_EXERCISE BRIEF_
Every line of the records below that has the word "edges" should be copied.

DATA SHOWN Block Start

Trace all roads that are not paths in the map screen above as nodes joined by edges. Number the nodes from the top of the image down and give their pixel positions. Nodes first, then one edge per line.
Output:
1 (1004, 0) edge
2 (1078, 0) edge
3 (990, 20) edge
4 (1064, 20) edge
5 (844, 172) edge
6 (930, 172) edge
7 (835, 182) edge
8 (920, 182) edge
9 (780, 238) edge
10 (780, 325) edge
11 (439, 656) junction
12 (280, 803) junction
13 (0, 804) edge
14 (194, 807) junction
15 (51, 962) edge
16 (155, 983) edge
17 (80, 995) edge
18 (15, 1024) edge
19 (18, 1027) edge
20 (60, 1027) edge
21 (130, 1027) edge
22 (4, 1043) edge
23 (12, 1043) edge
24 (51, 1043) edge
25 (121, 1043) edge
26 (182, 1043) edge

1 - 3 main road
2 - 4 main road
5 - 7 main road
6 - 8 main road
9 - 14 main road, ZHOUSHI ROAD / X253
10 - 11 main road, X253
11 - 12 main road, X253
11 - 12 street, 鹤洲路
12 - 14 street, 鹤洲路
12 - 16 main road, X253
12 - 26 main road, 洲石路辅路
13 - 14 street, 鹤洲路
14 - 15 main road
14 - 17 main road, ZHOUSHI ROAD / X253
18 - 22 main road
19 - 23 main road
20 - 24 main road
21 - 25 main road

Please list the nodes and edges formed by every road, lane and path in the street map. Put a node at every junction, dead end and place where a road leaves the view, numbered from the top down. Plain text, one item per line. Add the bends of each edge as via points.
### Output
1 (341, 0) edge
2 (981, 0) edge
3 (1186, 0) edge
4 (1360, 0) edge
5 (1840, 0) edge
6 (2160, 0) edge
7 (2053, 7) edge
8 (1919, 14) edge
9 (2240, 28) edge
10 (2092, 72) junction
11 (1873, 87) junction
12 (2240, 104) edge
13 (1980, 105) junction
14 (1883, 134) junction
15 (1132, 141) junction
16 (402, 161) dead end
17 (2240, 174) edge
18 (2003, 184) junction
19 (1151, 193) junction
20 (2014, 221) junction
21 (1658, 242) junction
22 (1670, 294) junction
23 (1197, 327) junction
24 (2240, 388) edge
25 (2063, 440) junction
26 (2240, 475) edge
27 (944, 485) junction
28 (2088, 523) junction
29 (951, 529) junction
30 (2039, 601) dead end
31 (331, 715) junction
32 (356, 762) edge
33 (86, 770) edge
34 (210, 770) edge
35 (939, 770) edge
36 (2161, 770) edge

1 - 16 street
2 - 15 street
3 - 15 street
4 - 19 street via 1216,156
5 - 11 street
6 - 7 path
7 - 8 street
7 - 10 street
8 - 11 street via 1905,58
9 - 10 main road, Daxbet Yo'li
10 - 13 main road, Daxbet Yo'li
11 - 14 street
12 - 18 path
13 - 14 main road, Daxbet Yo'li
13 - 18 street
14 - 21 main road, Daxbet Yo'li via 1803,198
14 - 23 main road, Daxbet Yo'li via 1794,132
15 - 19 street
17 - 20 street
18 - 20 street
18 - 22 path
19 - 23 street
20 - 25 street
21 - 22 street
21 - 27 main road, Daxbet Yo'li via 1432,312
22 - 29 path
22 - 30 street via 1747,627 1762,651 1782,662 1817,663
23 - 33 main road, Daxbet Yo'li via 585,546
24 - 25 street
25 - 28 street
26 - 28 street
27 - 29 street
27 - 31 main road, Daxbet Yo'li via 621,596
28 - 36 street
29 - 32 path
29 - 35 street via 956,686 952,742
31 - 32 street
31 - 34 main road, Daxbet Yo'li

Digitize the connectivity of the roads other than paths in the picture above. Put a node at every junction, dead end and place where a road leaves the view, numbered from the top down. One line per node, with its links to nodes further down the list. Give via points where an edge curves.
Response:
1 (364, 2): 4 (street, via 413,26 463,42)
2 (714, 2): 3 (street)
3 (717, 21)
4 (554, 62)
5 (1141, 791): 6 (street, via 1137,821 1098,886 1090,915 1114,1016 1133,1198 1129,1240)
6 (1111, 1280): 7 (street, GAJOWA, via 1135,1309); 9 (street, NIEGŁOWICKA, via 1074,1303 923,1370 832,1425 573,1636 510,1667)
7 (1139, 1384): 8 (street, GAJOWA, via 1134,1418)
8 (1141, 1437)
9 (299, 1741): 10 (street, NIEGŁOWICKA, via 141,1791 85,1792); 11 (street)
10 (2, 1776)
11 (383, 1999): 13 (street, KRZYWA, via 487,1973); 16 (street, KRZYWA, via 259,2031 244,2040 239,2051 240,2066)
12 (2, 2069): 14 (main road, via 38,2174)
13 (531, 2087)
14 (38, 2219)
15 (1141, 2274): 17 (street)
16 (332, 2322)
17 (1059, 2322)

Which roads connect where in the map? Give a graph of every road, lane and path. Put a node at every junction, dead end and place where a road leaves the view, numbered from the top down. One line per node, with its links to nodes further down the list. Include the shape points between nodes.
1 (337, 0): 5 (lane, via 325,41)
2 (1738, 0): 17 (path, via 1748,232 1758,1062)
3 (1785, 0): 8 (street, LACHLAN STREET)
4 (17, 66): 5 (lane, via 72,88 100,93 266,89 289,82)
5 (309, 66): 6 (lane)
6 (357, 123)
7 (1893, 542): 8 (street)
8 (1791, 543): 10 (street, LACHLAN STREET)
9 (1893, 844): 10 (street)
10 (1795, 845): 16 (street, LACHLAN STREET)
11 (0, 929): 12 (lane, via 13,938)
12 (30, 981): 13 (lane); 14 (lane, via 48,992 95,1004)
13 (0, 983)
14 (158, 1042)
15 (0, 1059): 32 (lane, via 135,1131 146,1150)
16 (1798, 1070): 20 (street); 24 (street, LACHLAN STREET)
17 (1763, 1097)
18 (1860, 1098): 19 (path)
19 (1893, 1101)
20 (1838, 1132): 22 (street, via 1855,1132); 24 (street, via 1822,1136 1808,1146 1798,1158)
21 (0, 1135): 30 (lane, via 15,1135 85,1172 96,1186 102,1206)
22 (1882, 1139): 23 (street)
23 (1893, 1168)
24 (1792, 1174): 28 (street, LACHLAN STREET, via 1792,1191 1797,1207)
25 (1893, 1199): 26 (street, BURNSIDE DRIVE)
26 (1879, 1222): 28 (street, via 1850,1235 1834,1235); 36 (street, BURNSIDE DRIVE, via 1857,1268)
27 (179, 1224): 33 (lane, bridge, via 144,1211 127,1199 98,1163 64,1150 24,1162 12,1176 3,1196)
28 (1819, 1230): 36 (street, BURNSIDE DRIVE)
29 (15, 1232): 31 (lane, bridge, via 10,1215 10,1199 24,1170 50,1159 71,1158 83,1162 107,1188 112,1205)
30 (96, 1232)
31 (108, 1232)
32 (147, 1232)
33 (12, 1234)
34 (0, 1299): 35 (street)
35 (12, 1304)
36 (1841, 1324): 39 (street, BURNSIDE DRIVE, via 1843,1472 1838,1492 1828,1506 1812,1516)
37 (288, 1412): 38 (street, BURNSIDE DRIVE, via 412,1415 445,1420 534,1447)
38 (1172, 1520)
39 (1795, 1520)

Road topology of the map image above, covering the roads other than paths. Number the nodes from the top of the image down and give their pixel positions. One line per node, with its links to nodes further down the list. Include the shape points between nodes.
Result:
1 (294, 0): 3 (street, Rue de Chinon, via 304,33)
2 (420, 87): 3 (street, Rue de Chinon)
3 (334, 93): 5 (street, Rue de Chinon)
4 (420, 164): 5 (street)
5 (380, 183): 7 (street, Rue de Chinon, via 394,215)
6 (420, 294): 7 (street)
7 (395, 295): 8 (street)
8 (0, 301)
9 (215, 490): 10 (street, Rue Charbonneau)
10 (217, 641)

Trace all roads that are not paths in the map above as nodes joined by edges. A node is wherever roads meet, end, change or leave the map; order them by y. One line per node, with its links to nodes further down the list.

DATA SHOWN Block End

_RESPONSE AREA_
Trace all roads that are not paths in the map screen above as nodes joined by edges. Number the nodes from the top of the image down and give their pixel positions. Nodes first, then one edge per line.
Please list the nodes and edges formed by every road, lane and path in the street map. Put a node at every junction, dead end and place where a road leaves the view, numbered from the top down. Plain text, one item per line. Add the bends of each edge as via points.
Trace all roads that are not paths in the map above as nodes joined by edges. A node is wherever roads meet, end, change or leave the map; order them by y. One line per node, with its links to nodes further down the list.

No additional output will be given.